Microsoft isn’t taking its foot off the gas pedal now that the Windows 10 Anniversary Update is rolling out. On Thursday, the company released Windows Insider preview build 14901 for PCs in the fast ring—the first post-AU preview build. Microsoft says it doesn’t have an Insider build ready for mobile yet.
The mobile team “is laser-focused” on getting the Anniversary Update ready for mobile users, Microsoft’s Insider program chief Dona Sarkar said in a blog post announcing the new PC build. Mobile Insider builds should start rolling out again in a few weeks.
If you’re a Windows Insider and haven’t got the new PC version yet, you can try to prompt the download by going to Start > Settings > Update & Security > Windows Update > Check for updates.
Further reading: How to join the Windows 10 Insider program
The impact on you at home: You may not want to do that just yet, however. Sarkar warns that the next few rounds of Insider builds will be particularly unstable. With these builds Microsoft is working on improvements to OneCore—the central part of Windows that spans across all Windows 10 devices including PCs, tablets, phones, HoloLens, and Xbox.
Anyone who doesn’t want to deal with more bugs than usual should switch from the fast ring to the slow or release preview rings. (A reminder that installing fast ring builds on a machine you use every day is generally a bad idea).
Since this build is all about improving OneCore there aren’t many exciting new features to speak of, as expected. However, there is one minor addition to the new build that’s worth mentioning.

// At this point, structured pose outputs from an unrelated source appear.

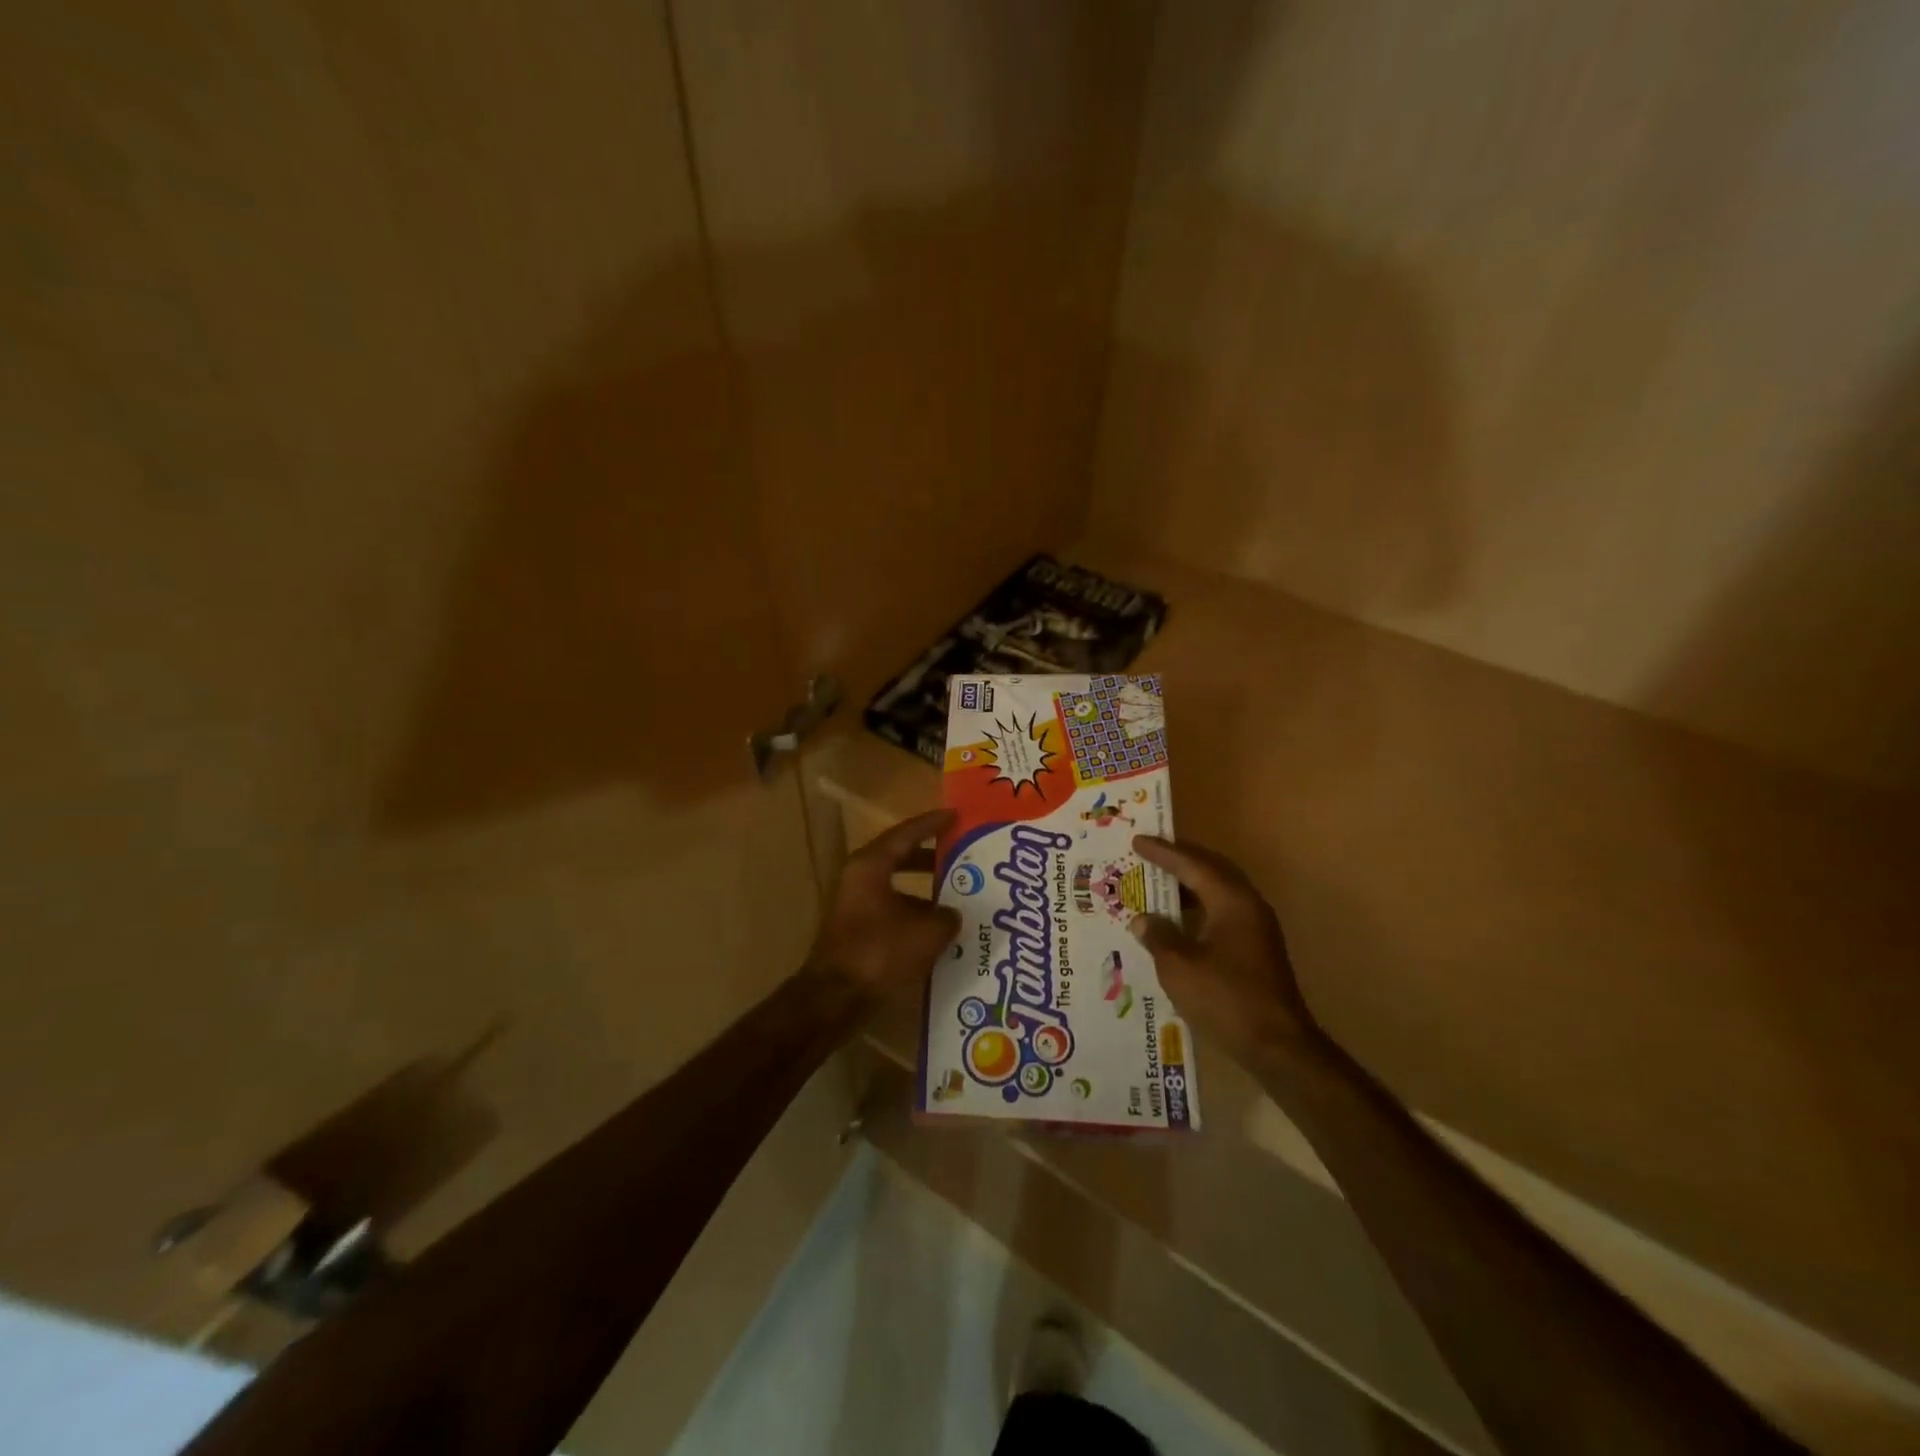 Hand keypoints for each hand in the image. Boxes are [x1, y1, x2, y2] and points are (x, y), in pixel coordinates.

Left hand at [807, 809, 960, 1002]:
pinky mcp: (855, 930)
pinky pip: (892, 911)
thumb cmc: (879, 953)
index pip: (906, 833)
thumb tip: (953, 915)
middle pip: (900, 857)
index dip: (933, 823)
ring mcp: (854, 905)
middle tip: (961, 855)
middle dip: (931, 857)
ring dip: (924, 890)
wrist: (834, 999)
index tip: (956, 815)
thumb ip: (947, 917)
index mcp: (871, 865)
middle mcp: (858, 878)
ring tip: (957, 895)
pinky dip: (914, 914)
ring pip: (896, 887)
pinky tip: (937, 930)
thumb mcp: (926, 932)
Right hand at [1129, 835, 1317, 1058]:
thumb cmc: (1225, 999)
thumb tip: (1142, 919)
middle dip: (1180, 860)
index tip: (1137, 841)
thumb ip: (1158, 936)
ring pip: (1219, 891)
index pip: (1192, 864)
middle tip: (1150, 853)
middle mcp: (1248, 906)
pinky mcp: (1257, 949)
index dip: (1163, 853)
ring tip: (1158, 883)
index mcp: (1231, 901)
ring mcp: (1257, 928)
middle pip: (1212, 870)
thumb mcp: (1179, 967)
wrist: (1278, 1046)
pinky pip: (1223, 911)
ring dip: (1189, 884)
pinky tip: (1178, 921)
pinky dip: (1198, 907) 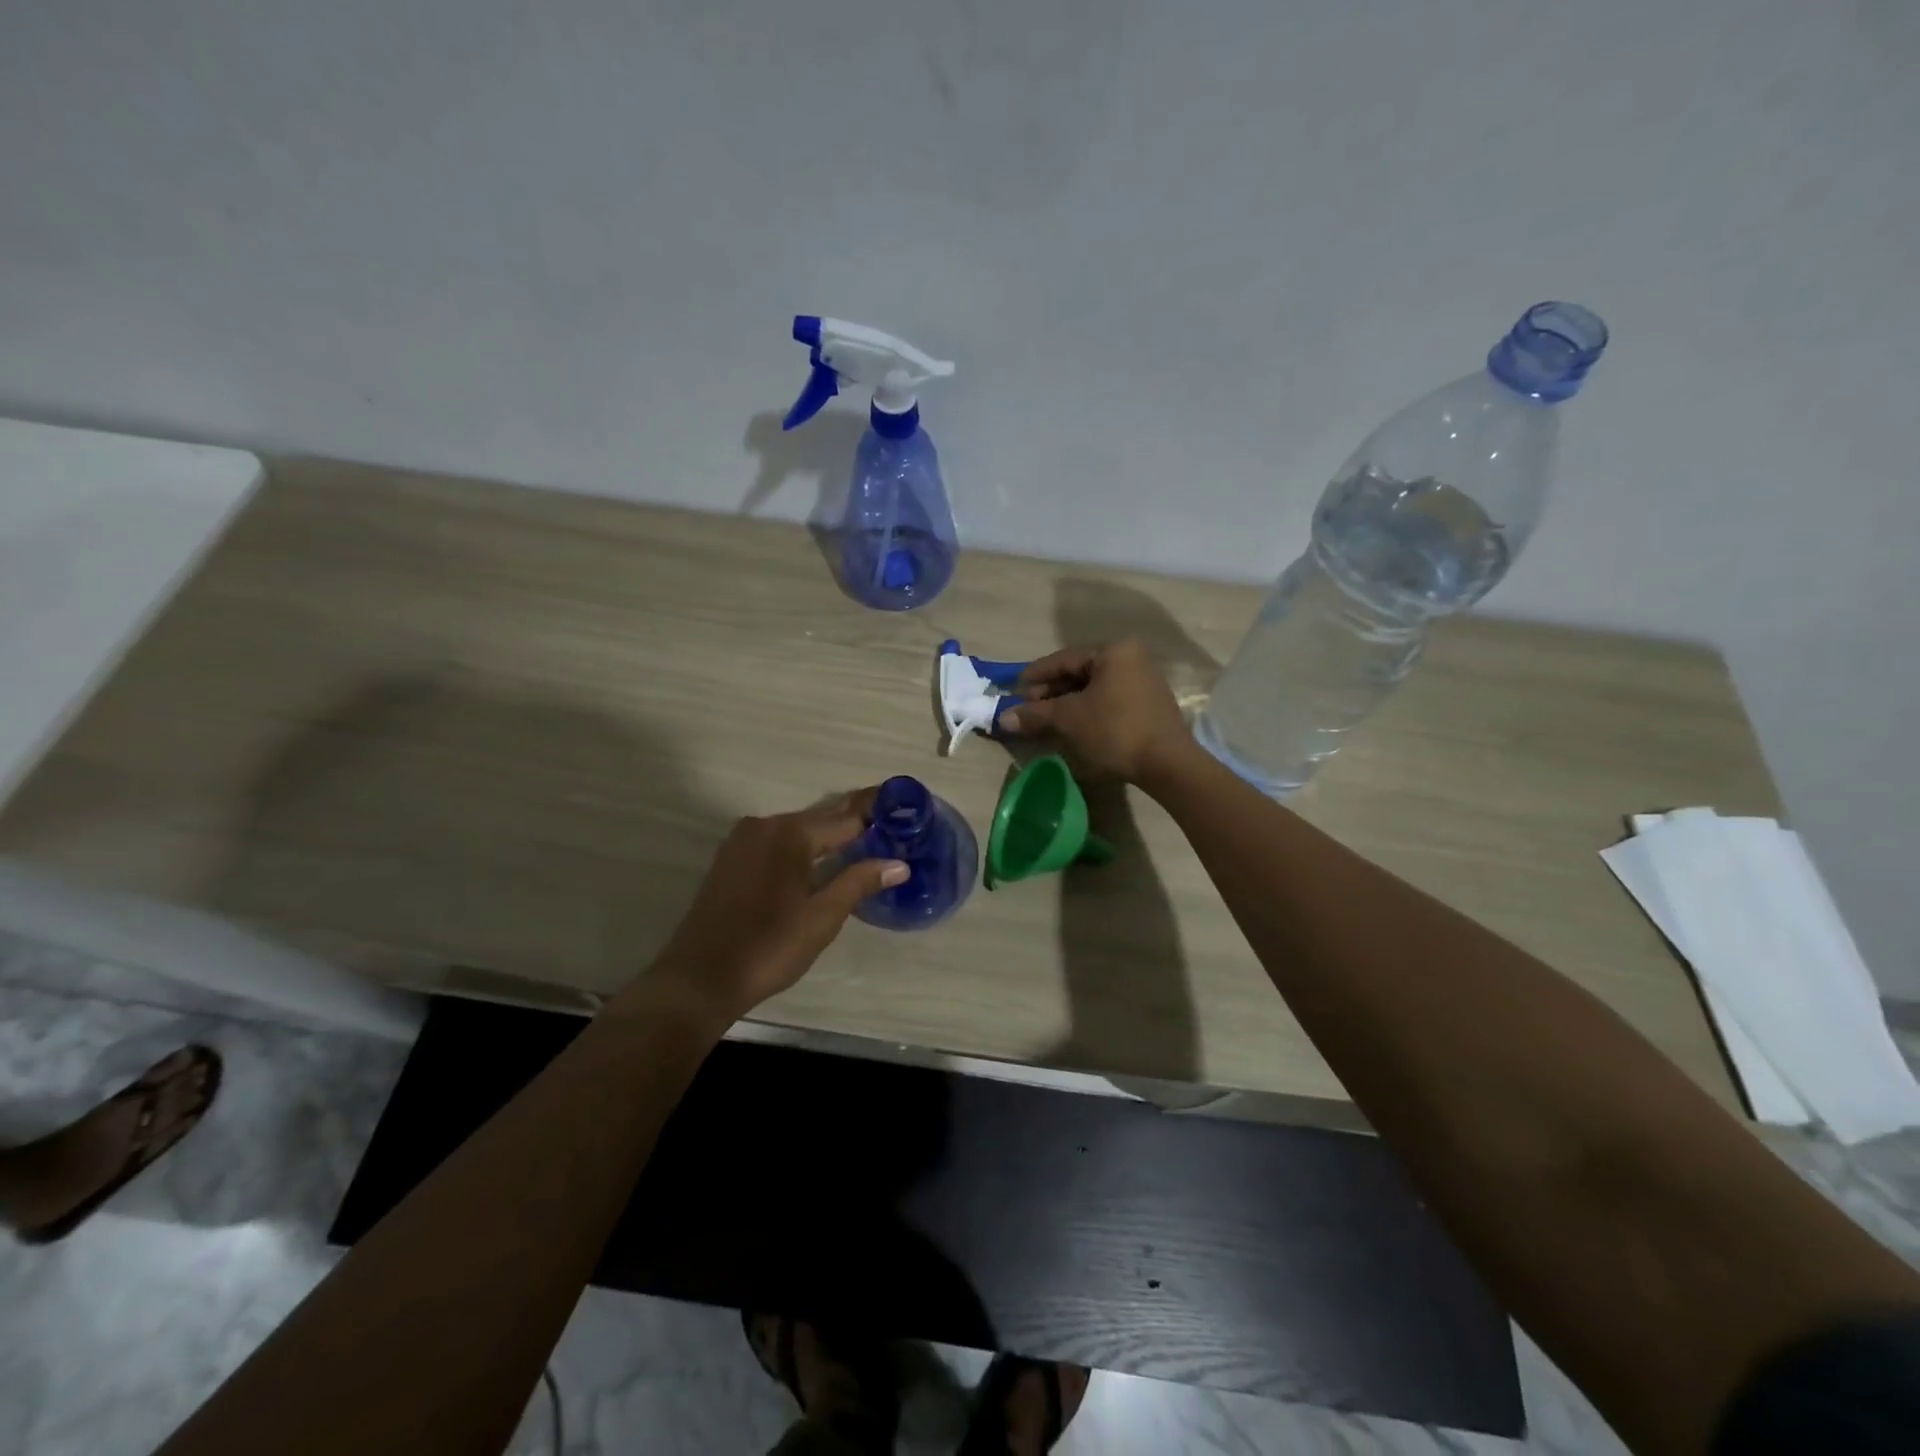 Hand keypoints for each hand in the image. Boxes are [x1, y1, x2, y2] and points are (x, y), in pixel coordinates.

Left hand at [640, 789, 906, 1022]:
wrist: (700, 978)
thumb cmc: (769, 947)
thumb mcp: (822, 917)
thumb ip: (859, 882)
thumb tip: (899, 863)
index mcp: (791, 834)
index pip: (845, 818)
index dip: (875, 815)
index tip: (901, 810)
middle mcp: (765, 825)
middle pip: (820, 819)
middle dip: (853, 822)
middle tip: (888, 823)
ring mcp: (742, 841)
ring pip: (796, 831)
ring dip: (826, 836)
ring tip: (860, 842)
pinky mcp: (730, 860)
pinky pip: (776, 843)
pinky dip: (800, 848)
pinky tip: (817, 861)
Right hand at [1000, 639, 1195, 783]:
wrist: (1167, 763)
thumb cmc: (1115, 730)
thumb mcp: (1069, 719)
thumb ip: (1035, 714)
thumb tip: (1003, 718)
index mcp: (1113, 651)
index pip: (1064, 659)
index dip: (1036, 675)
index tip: (1015, 688)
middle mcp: (1131, 657)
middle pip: (1080, 671)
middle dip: (1051, 691)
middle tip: (1029, 708)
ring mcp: (1143, 680)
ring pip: (1094, 687)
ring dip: (1068, 702)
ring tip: (1046, 718)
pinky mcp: (1149, 703)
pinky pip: (1109, 698)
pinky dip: (1088, 709)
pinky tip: (1073, 724) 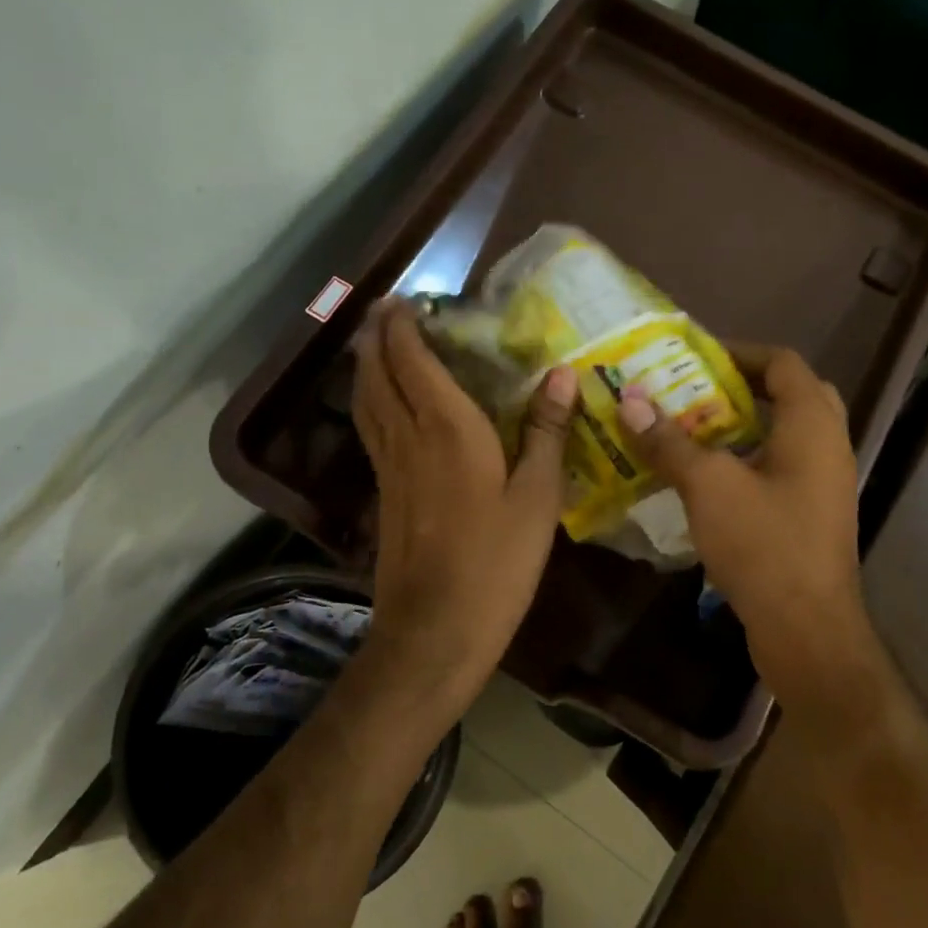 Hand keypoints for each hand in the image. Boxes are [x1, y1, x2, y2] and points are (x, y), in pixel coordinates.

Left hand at [351, 301, 577, 702]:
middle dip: (377, 335)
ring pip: (366, 400)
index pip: (414, 361)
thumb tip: (561, 375)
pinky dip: (370, 400)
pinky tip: (382, 405)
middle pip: (378, 373)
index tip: (407, 298)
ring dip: (367, 364)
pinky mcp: (382, 493)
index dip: (405, 326)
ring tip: (375, 342)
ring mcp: (389, 467)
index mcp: (448, 429)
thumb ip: (546, 432)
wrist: (436, 629)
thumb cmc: (496, 561)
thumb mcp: (537, 497)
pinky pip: (371, 428)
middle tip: (386, 308)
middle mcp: (408, 437)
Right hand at [616, 346, 870, 705]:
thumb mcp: (708, 486)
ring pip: (784, 435)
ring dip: (741, 425)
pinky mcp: (810, 515)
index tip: (694, 357)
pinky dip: (746, 460)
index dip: (740, 352)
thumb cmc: (764, 545)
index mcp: (812, 426)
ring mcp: (823, 484)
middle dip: (742, 387)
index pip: (783, 363)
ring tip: (690, 427)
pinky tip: (705, 476)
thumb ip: (669, 441)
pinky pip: (780, 468)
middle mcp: (827, 446)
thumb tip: (629, 401)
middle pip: (790, 395)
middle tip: (695, 390)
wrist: (807, 630)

Microsoft is testing a new notifications feature within File Explorer. These notifications aren’t connected to an app or to your files. Instead, the notifications provide “product education,” such as telling you about new features or information about how you can better use Windows. There is, thankfully, a way to opt out of these notifications in the new build by opening File Explorer and clicking on View > Options.